Problem description. The expected answer is every line from the material below that has the word "Валентина".

======== Listed entries

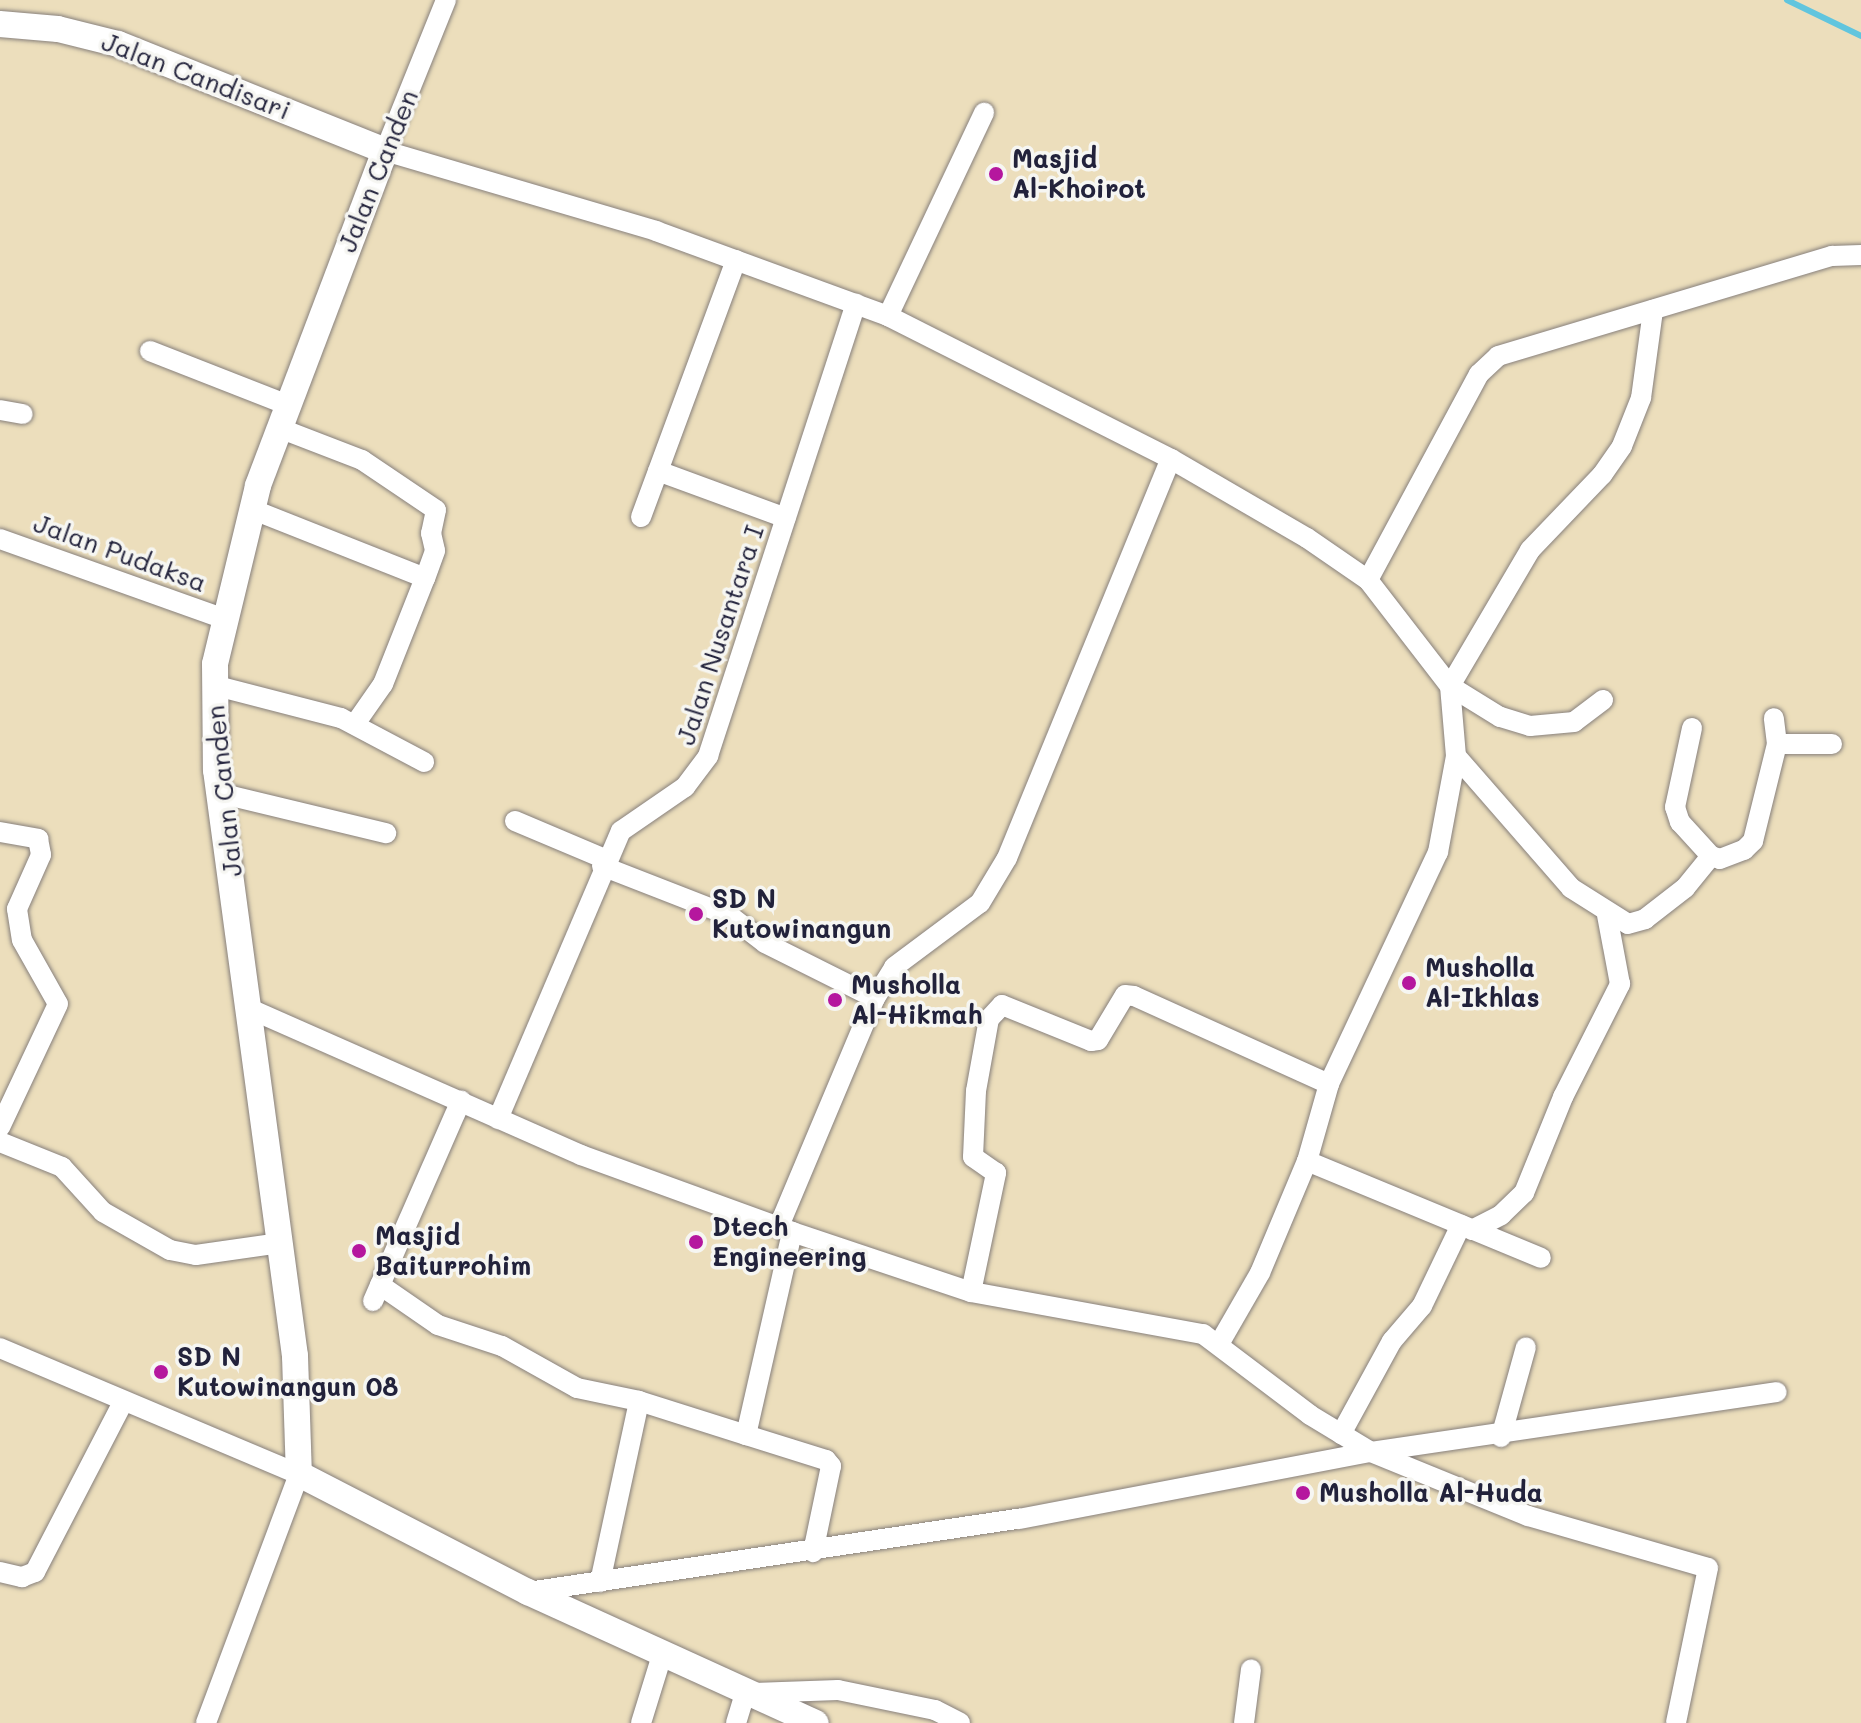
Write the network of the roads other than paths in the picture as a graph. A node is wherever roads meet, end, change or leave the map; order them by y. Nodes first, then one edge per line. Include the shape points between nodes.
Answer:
1 (446, 0) edge
2 (0, 24) edge
3 (984, 113) dead end
4 (385, 151) junction
5 (1861, 255) edge
6 (736, 260) junction
7 (856, 304) junction
8 (1653, 310) junction
9 (888, 316) junction
10 (150, 351) dead end
11 (0, 410) edge
12 (23, 414) dead end
13 (283, 416) junction
14 (1171, 459) junction
15 (658, 471) junction
16 (251, 509) junction
17 (641, 517) dead end
18 (786, 518) junction
19 (0, 539) edge
20 (425, 578) junction
21 (1368, 580) junction
22 (222, 618) junction
23 (213, 685) junction
24 (1450, 686) junction
25 (1603, 700) dead end
26 (1774, 718) dead end
27 (355, 724) junction
28 (1692, 728) dead end
29 (1777, 744) junction
30 (1832, 744) dead end
31 (1456, 756) junction
32 (424, 762) dead end
33 (219, 793) junction
34 (515, 821) dead end
35 (0, 832) edge
36 (386, 833) dead end
37 (1711, 856) junction
38 (603, 863) junction
39 (1607, 915) junction
40 (875, 998) junction
41 (250, 1009) junction
42 (1329, 1084) junction
43 (461, 1101) junction
44 (498, 1119) junction
45 (0, 1127) edge
46 (0, 1142) edge
47 (1307, 1161) junction
48 (1466, 1227) junction
49 (786, 1229) junction
50 (280, 1243) junction
51 (1541, 1258) dead end
52 (971, 1292) junction
53 (1219, 1344) junction
54 (1526, 1347) dead end
55 (0, 1348) edge
56 (1777, 1392) dead end
57 (639, 1401) junction
58 (123, 1402) junction
59 (1341, 1434) junction
60 (746, 1435) junction
61 (1501, 1437) junction
62 (1371, 1452) junction
63 (299, 1474) junction
64 (813, 1552) junction
65 (0, 1572) edge
66 (600, 1582) junction
67 (528, 1592) junction
68 (663, 1652) junction
69 (1251, 1669) dead end
70 (750, 1692) junction
71 (206, 1723) edge
72 (641, 1723) edge
73 (736, 1723) edge
74 (816, 1723) edge
75 (960, 1723) edge
76 (1244, 1723) edge
77 (1676, 1723) edge

1 - 4 street, Jalan Canden
2 - 4 street, Jalan Candisari via 58,29 118,44
3 - 9 street
4 - 6 street
4 - 13 street, Jalan Canden
5 - 8 street via 1832,256
6 - 7 street
6 - 15 street
7 - 9 street
7 - 18 street, Jalan Nusantara I
8 - 21 street via 1498,356 1479,374
8 - 24 street via 1641,398 1622,446 1602,475 1530,550
9 - 14 street
10 - 13 street
11 - 12 street
13 - 16 street, Jalan Canden
13 - 20 street via 436,510 431,533 435,551
14 - 21 street
14 - 40 street via 990,890 964,916 904,954
15 - 17 street
15 - 18 street
16 - 20 street
16 - 22 street, Jalan Canden
18 - 38 street, Jalan Nusantara I via 699,775 629,823
19 - 22 street, Jalan Pudaksa
20 - 27 street via 383,684
21 - 24 street
22 - 23 street, Jalan Canden
23 - 27 street
23 - 33 street, Jalan Canden
24 - 25 street via 1500,717 1530,726 1574,722
24 - 31 street
26 - 29 street
27 - 32 street
28 - 37 street via 1675,807 1680,822
29 - 30 street
29 - 37 street via 1753,841 1731,856
31 - 39 street via 1571,888
31 - 42 street via 1438,852
33 - 36 street
33 - 41 street, Jalan Canden
34 - 38 street
35 - 45 street via 38,839 41,855 17,909 22,940 58,1004
37 - 39 street via 1685,888 1645,919 1628,924
38 - 40 street via 730,916 765,943
38 - 44 street, Jalan Nusantara I
39 - 48 street via 1620,984 1563,1097 1524,1193 1501,1215
40 - 49 street
41 - 43 street
41 - 50 street, Jalan Canden
42 - 47 street
42 - 52 street via 1134,996 1125,995 1098,1040 1091,1041 1002,1005 989,1019 976,1091 973,1157 996,1173
43 - 44 street
43 - 57 street via 377,1293 438,1325 502,1346 577,1388
44 - 49 street
46 - 50 street via 62,1167 103,1212 170,1250 196,1255
47 - 48 street
47 - 53 street via 1260,1273
48 - 51 street
48 - 59 street via 1422,1306 1392,1341
49 - 52 street
49 - 60 street
50 - 63 street, Jalan Canden via 295,1356
52 - 53 street via 1166,1326
53 - 59 street
54 - 61 street
55 - 58 street
56 - 61 street
57 - 60 street
57 - 66 street
58 - 63 street
58 - 65 street via 35,1572 22,1577
59 - 62 street
60 - 64 street via 831,1466
61 - 62 street
62 - 64 street via 1248,1479
62 - 77 street via 1528,1516 1708,1568
63 - 67 street
63 - 71 street
64 - 66 street
66 - 67 street
67 - 68 street
68 - 70 street
68 - 72 street
69 - 76 street
70 - 73 street
70 - 74 street
70 - 75 street via 838,1690 935,1710

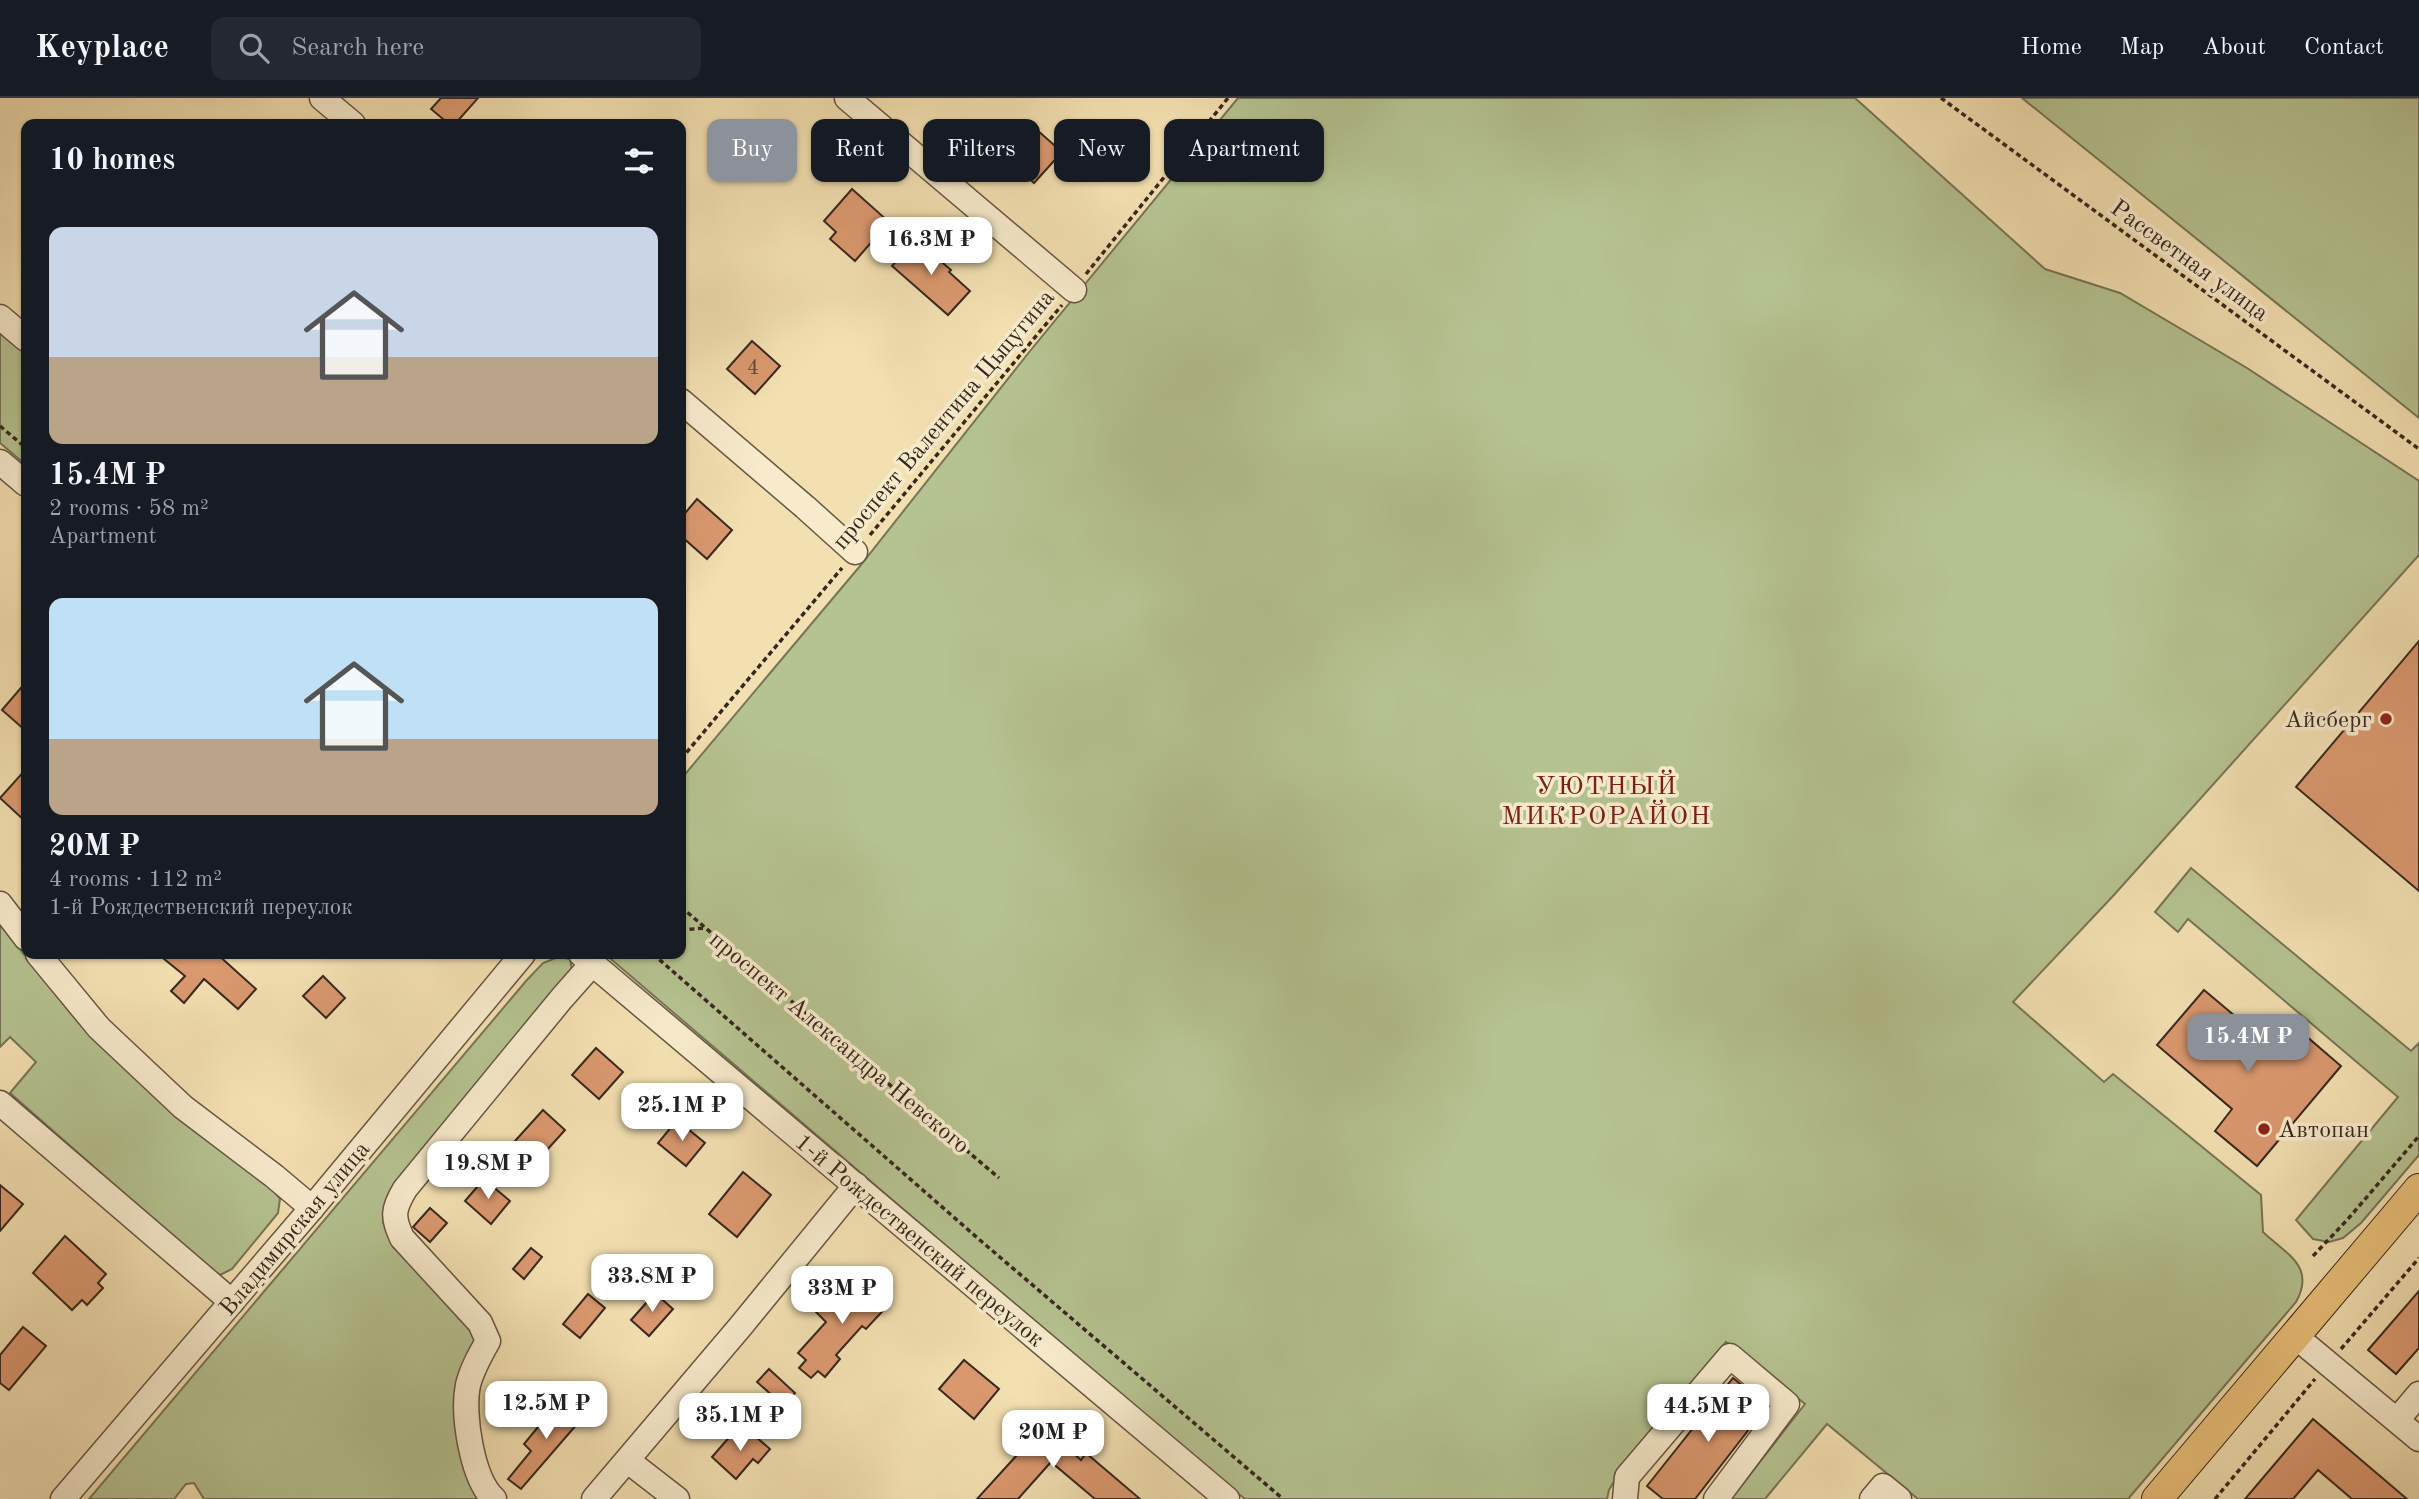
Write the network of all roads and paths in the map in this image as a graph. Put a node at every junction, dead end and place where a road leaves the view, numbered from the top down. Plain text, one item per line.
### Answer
1 (322, 98) edge
2 (847, 98) edge
3 (1228, 98) edge
4 (1941, 98) edge
5 (347, 119) edge
6 (1074, 290) junction
7 (0, 317) edge
8 (21, 335) edge
9 (686, 405) edge
10 (0, 425) edge
11 (21, 444) edge
12 (2419, 449) edge
13 (0, 462) edge
14 (21, 480) edge
15 (855, 552) junction
16 (686, 753) edge
17 (0, 904) edge
18 (686, 911) edge
19 (705, 928) junction
20 (686, 930) edge
21 (21, 931) edge
22 (42, 959) edge
23 (519, 959) edge
24 (586, 959) edge
25 (588, 959) edge
26 (659, 959) edge
27 (0, 1103) edge
28 (2419, 1136) edge
29 (999, 1178) dead end
30 (856, 1185) junction
31 (2419, 1189) edge
32 (312, 1208) junction
33 (2313, 1256) dead end
34 (232, 1302) junction
35 (2295, 1336) junction
36 (2419, 1394) edge
37 (2397, 1420) junction
38 (2419, 1440) edge
39 (628, 1461) junction
40 (63, 1499) edge
41 (494, 1499) edge
42 (594, 1499) edge
43 (677, 1499) edge
44 (1227, 1499) edge
45 (1283, 1499) edge
46 (1626, 1499) edge
47 (1716, 1499) edge
48 (1872, 1499) edge
49 (1899, 1499) edge
50 (2157, 1499) edge

1 - 5 street
2 - 6 street
3 - 6 path, проспект Валентина Цыцугина
4 - 12 path, Рассветная улица
6 - 15 path, проспект Валентина Цыцугина
7 - 8 street
9 - 15 street
10 - 11 path
13 - 14 street
15 - 16 path, проспект Валентина Цыцугина
17 - 21 street
18 - 19 path, проспект Александра Невского
19 - 20 path
19 - 29 path, проспект Александра Невского
22 - 32 street
23 - 32 street, Владимирская улица
24 - 41 street
25 - 30 street, 1-й Рождественский переулок
26 - 45 path
27 - 34 street
28 - 33 path
30 - 39 street
30 - 44 street, 1-й Рождественский переулок
31 - 35 main road
32 - 34 street, Владимирская улица
34 - 40 street, Владимирская улица
35 - 37 street
35 - 50 main road
36 - 37 street
37 - 38 street
39 - 42 street
39 - 43 street
46 - 47 street
48 - 49 street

================

Answer space.
3 - 6 path, проспект Валентина Цыцугина
6 - 15 path, проспект Валентина Цыцугина
15 - 16 path, проспект Валентина Цыцугина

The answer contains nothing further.